WHAT TO PRODUCE –
Please work out how many lines in the entries contain "国鉄沿長田須磨線", then give that number with nothing added.

RECORDED DATA –
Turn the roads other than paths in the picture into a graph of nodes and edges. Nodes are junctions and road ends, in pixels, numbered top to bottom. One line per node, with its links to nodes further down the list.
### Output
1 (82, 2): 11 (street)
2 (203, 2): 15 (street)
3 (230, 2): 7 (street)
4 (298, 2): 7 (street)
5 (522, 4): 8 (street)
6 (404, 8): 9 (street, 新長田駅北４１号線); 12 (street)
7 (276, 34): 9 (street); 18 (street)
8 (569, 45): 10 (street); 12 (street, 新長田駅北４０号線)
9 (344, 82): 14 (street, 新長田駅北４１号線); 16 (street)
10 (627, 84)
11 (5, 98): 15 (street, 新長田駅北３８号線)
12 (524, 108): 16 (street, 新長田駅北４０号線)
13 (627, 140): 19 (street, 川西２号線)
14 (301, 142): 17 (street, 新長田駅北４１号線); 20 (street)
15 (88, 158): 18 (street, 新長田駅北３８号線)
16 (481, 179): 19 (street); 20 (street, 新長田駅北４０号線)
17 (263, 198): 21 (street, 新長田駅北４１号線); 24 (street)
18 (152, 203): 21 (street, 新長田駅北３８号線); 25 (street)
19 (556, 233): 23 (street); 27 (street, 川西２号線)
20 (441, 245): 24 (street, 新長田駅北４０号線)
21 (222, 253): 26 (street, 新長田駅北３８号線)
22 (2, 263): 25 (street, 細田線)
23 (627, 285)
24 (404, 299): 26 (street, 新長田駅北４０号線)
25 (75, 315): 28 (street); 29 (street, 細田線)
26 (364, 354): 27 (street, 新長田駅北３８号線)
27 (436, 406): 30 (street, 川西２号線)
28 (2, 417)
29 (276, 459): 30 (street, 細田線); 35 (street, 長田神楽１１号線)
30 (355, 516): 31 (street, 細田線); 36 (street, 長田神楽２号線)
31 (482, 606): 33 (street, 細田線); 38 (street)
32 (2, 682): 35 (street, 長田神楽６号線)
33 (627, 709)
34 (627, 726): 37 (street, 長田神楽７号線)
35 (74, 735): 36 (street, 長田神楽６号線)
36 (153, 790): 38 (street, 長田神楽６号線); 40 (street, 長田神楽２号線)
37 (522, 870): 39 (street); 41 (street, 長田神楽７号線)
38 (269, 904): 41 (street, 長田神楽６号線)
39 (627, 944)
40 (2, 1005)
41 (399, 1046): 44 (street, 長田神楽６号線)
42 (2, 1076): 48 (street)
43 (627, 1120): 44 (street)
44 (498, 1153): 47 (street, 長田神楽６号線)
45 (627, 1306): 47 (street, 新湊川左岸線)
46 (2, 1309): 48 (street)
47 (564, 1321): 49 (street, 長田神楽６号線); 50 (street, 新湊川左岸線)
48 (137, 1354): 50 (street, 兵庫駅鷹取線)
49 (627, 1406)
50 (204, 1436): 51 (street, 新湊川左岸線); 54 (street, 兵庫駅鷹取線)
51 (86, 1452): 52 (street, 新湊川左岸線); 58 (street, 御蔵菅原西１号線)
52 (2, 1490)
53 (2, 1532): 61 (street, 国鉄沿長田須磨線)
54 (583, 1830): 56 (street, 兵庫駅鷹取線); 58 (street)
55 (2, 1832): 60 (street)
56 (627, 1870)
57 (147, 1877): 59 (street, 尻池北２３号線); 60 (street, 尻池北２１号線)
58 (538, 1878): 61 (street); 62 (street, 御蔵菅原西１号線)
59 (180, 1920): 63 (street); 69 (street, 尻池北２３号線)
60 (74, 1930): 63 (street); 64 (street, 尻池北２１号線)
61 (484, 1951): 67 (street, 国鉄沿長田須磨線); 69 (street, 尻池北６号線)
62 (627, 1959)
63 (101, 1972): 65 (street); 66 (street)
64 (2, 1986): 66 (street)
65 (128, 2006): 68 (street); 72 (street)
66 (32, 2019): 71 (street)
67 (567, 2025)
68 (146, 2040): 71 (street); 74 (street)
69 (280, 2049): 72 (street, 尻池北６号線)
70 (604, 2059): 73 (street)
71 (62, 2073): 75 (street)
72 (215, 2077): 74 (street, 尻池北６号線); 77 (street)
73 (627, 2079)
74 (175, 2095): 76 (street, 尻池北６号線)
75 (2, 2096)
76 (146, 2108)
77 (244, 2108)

EXPECTED OUTPUT –
2